This reading group guide for Love Child includes an introduction, discussion questions, ideas for enhancing your book club, and a Q&A with author Allegra Huston. The suggested questions are intended to help your reading group find new and interesting angles and topics for your discussion. We hope that these ideas will enrich your conversation and increase your enjoyment of the book. 

 

Introduction

“This is your father.”  With those words, Allegra Huston’s life changes forever: at age four, she joins the household of John Huston, acclaimed film director, actor, and estranged husband of Allegra’s late mother, recently killed in a car accident.  Allegra slowly adapts to the vastness of her father’s Irish estate, with its frenetic orbit of efficient servants, starstruck flatterers, and concerned caretakers of this timid little English girl.

Soon Allegra’s life shifts again: she becomes an American, first living with her grandparents on Long Island and then with her father and stepmother in Los Angeles.  Then another short sentence changes everything: “You were a child of love.”  Allegra meets her biological father, a British lord named John Julius Norwich, who was her mother’s lover during her strained marriage to John Huston. 

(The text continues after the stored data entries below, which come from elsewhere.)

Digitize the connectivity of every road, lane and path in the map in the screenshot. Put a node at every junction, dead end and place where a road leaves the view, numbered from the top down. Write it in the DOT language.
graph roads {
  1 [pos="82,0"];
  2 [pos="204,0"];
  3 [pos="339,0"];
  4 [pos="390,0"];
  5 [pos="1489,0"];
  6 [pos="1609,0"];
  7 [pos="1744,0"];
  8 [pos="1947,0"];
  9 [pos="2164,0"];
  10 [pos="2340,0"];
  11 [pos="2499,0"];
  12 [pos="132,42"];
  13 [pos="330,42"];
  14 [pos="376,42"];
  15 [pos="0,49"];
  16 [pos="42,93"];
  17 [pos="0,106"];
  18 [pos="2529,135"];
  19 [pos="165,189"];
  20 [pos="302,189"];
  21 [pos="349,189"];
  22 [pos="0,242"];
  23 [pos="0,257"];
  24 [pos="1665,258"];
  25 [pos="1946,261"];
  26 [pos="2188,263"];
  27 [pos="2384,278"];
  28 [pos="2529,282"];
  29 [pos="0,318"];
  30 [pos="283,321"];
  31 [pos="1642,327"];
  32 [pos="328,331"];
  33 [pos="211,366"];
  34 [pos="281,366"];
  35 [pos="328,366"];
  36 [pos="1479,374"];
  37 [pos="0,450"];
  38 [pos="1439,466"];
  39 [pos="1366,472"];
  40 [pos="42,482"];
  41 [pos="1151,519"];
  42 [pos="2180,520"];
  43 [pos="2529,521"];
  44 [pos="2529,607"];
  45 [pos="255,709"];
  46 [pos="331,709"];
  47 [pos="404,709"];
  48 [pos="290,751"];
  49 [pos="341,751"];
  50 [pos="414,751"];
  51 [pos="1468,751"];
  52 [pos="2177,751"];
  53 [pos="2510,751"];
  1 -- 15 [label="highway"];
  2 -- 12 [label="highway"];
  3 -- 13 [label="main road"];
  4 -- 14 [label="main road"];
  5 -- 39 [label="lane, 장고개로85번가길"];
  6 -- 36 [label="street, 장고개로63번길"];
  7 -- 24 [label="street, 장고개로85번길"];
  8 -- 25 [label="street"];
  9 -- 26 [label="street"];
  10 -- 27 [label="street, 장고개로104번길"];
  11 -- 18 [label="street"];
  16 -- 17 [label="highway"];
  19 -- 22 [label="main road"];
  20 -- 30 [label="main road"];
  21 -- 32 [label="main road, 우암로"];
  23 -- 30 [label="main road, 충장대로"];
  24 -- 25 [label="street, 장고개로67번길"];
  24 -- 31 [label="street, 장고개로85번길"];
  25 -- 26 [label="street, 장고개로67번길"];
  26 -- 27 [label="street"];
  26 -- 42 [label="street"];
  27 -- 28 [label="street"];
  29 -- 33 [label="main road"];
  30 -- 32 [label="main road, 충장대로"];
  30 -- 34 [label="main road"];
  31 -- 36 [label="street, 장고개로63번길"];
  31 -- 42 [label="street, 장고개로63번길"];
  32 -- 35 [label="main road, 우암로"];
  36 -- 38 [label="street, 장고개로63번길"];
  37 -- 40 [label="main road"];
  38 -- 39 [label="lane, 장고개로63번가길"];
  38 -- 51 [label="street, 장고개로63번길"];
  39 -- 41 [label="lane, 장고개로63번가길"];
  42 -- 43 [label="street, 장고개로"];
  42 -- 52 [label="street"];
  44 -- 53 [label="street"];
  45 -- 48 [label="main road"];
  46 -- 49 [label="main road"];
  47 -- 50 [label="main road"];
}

Increasingly benumbed and confused about her origins, Allegra clings to her older sister, Anjelica Huston, a rising star in Hollywood.  Anjelica spirits Allegra off to the lavish retreats of her two boyfriends, Jack Nicholson and Ryan O’Neal.  As she grows up, Allegra quits Hollywood’s deceptive glamour and moves to London, where she slowly gets to know her biological father.  Through her two fathers’ memories and her mother’s correspondence, Allegra finally finds the mother she barely remembers, discovering touching parallels between a daughter’s life and a mother’s hopes and dreams.

 
 

Discussion Questions

1.      Love Child begins with two dramatic scenes from Allegra Huston’s childhood: learning of her mother’s death and meeting John Huston in a smoky hotel room.  What emotions are conjured up in these two opening scenes?  What role does memory play within each scene?

2.      Allegra describes several episodes of gift-giving: the bicycle she received at St. Cleran’s, the belt Cici made for her new husband, Allegra’s beach glass picture, and “Moby John,” the Styrofoam whale that Allegra and Danny improvised for their father.  What expectations, disappointments, and other emotions seem to be wrapped up within each of these gifts?

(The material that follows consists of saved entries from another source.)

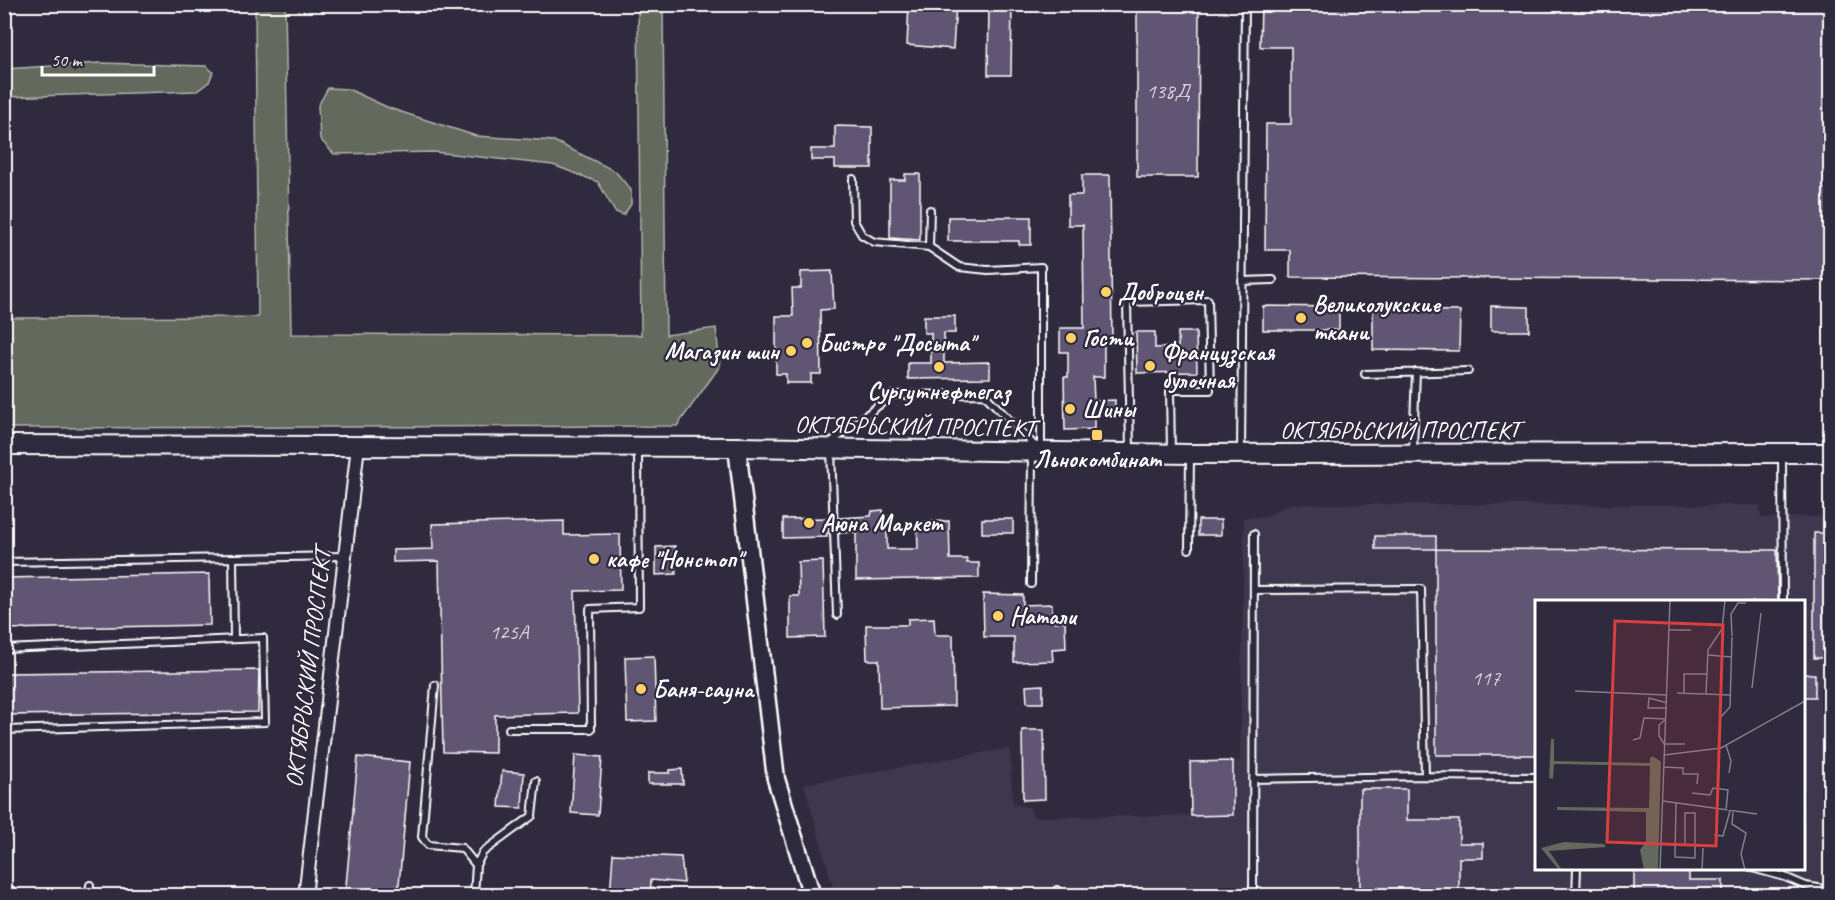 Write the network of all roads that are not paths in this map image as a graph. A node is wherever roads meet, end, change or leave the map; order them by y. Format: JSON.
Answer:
{"nodes":[{"id":1,"x":1245,"y":4,"type":"edge"},
{"id":2,"x":853,"y":179,"type":"dead end"},
{"id":3,"x":930,"y":210,"type":"dead end"},
{"id":4,"x":929,"y":247,"type":"junction"},
{"id":5,"x":1242,"y":280,"type":"junction"},
{"id":6,"x":1273,"y":280,"type":"dead end"},
{"id":7,"x":1468,"y":370,"type":"dead end"},
{"id":8,"x":1416,"y":372,"type":"junction"},
{"id":9,"x":1365,"y":374,"type":"dead end"},
{"id":10,"x":4,"y":445,"type":"edge"},
{"id":11,"x":358,"y":446,"type":"junction"},
{"id":12,"x":638,"y":446,"type":"junction"},
{"id":13,"x":737,"y":447,"type":"junction"},
{"id":14,"x":827,"y":448,"type":"junction"},
{"id":15,"x":1037,"y":453,"type":"junction"},
{"id":16,"x":1130,"y":453,"type":"junction"},
{"id":17,"x":1782,"y":453,"type":"junction"},
{"id":18,"x":1830,"y":453,"type":"edge"},
{"id":19,"x":1171,"y":454,"type":"junction"},
{"id":20,"x":1190,"y":454,"type":"junction"},
{"id":21,"x":1241,"y":454,"type":"junction"},
{"id":22,"x":1413,"y":454,"type":"junction"},
{"id":23,"x":1254,"y":534,"type":"dead end"},
{"id":24,"x":1189,"y":549,"type":"dead end"},
{"id":25,"x":345,"y":556,"type":"junction"},
{"id":26,"x":233,"y":558,"type":"junction"},
{"id":27,"x":4,"y":562,"type":"edge"},
{"id":28,"x":1031,"y":584,"type":"dead end"},
{"id":29,"x":1254,"y":590,"type":"junction"},
{"id":30,"x":1783,"y":600,"type":"edge"},
{"id":31,"x":837,"y":615,"type":"dead end"},
{"id":32,"x":234,"y":639,"type":"junction"},
{"id":33,"x":4,"y":649,"type":"edge"},
{"id":34,"x":435,"y":685,"type":"dead end"},
{"id":35,"x":509,"y":729,"type":"dead end"},
{"id":36,"x":4,"y":730,"type":"edge"},
{"id":37,"x":1425,"y":776,"type":"junction"},
{"id":38,"x":1535,"y":777,"type":"edge"},
{"id":39,"x":1253,"y":779,"type":"junction"},
{"id":40,"x":536,"y":782,"type":"dead end"},
{"id":41,"x":476,"y":865,"type":"junction"},
{"id":42,"x":1577,"y":870,"type":"edge"},
{"id":43,"x":1759,"y":870,"type":"edge"},
{"id":44,"x":1785,"y":870,"type":"edge"},
{"id":45,"x":1785,"y":877,"type":"junction"},
{"id":46,"x":90,"y":885,"type":"dead end"},
{"id":47,"x":1830,"y":890,"type":"edge"},
{"id":48,"x":89,"y":896,"type":"edge"},
{"id":49,"x":305,"y":896,"type":"edge"},
{"id":50,"x":474,"y":896,"type":"edge"},
{"id":51,"x":812,"y":896,"type":"edge"},
{"id":52,"x":1253,"y":896,"type":"edge"},
{"id":53,"x":1576,"y":896,"type":"edge"}],
"edges":[{"from":1,"to":5,"type":"lane"},
{"from":2,"to":4,"type":"lane"},
{"from":3,"to":4,"type":"lane"},
{"from":4,"to":15,"type":"lane"},
{"from":5,"to":6,"type":"lane"},
{"from":5,"to":21,"type":"lane"},
{"from":7,"to":8,"type":"lane"},
{"from":8,"to":9,"type":"lane"},
{"from":8,"to":22,"type":"lane"},
{"from":10,"to":11,"type":"main road","name":"ОКТЯБРЬСКИЙ ПРОСПЕКТ"},
{"from":11,"to":12,"type":"main road","name":"ОКТЯБРЬСКИЙ ПРОСПЕКТ"},
{"from":11,"to":25,"type":"street","name":"ОКТЯБРЬСКИЙ ПРОСПЕКТ"},
{"from":12,"to":13,"type":"main road","name":"ОКТЯБРЬСКИЙ ПРОСПЕКТ"},
{"from":12,"to":35,"type":"lane"},
{"from":13,"to":14,"type":"main road","name":"ОКТЯБРЬСКИЙ ПРОСПЕКТ"},
{"from":13,"to":51,"type":"street"},
{"from":14,"to":15,"type":"main road","name":"ОКТЯБРЬСКИЙ ПРОСПЕКТ"},
{"from":14,"to":15,"type":"lane"},
{"from":14,"to":31,"type":"lane"},
{"from":15,"to":16,"type":"main road","name":"ОКТЯБРЬСКИЙ ПРОСПЕКТ"},
{"from":15,"to":28,"type":"lane"},
{"from":16,"to":19,"type":"main road","name":"ОКТЯБРЬСКИЙ ПРОСПЕКТ"},
{"from":16,"to":19,"type":"lane"},
{"from":17,"to":18,"type":"main road","name":"ОКТЯБРЬСКИЙ ПРОСПЕКТ"},
{"from":17,"to":22,"type":"main road","name":"ОКТЯБРЬСКИЙ ПРОСПЕКТ"},
{"from":17,"to":30,"type":"lane"},
{"from":19,"to":20,"type":"main road","name":"ОКТЯБРЬСКИЙ ПРОСПЕКТ"},
{"from":20,"to":21,"type":"main road","name":"ОКТЯБРЬСКИЙ ПРОСПЕКТ"},
{"from":20,"to":24,"type":"lane"},
{"from":21,"to":22,"type":"main road","name":"ОКТЯБРЬСКИЙ ПРОСПЕКТ"},
{"from":23,"to":29,"type":"lane"},
{"from":25,"to":26,"type":"lane"},
{"from":25,"to":49,"type":"street","name":"ОКТЯБРЬСКИЙ ПРОСПЕКТ"},
{"from":26,"to":27,"type":"lane"},
{"from":26,"to":32,"type":"lane"},
{"from":29,"to":37,"type":"lane"},
{"from":29,"to":39,"type":"lane"},
{"from":32,"to":33,"type":"lane"},
{"from":32,"to":36,"type":"lane"},
{"from":34,"to":41,"type":"lane"},
{"from":37,"to":38,"type":"lane"},
{"from":37,"to":39,"type":"lane"},
{"from":39,"to":52,"type":"lane"},
{"from":40,"to":41,"type":"lane"},
{"from":41,"to":50,"type":"lane"},
{"from":42,"to":53,"type":"lane"},
{"from":43,"to":45,"type":"lane"},
{"from":44,"to":45,"type":"lane"},
{"from":45,"to":47,"type":"lane"},
{"from":46,"to":48,"type":"lane"}]}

3.      What does Allegra learn about her mother’s life, her marriage, and her dreams from reading her old letters?  How is she able to piece together a relationship with her mother through reading and writing?

4.      “I felt, in myself, bog-ordinary.  My skin itself was tired by my chameleon life.” (90) What does Allegra mean by her “chameleon life?” What toll does it take upon her mood, her aspirations, and her relationships?  In the end, does Allegra seem “bog-ordinary” in her memoir?  Why or why not? 

5.      Consider each home in which Allegra spends her childhood: Maida Avenue in London, St. Cleran’s in Galway, her grandparents’ Long Island home, Uncle Myron and Aunt Dorothy’s “Gloom Castle,” the Euclid Street rental in Los Angeles, Cici’s light-filled house, Jack Nicholson’s hillside home, Ryan O’Neal’s Malibu beach house, and Allegra’s stay in a London flat during the making of The Shining. What does Allegra’s description of each home reveal about its owners?  In which of these houses does Allegra seem most – and least – at home?

6.      Compare the two scenes in which Allegra meets her fathers: first as a young child in London, then as an adolescent in Los Angeles.  How does Allegra react differently to each meeting? What expectations – and disappointments – does Allegra bring to her first encounter with John Julius Norwich?  How are they able to formulate a unique relationship, what she calls “a closeness without a name?” (245)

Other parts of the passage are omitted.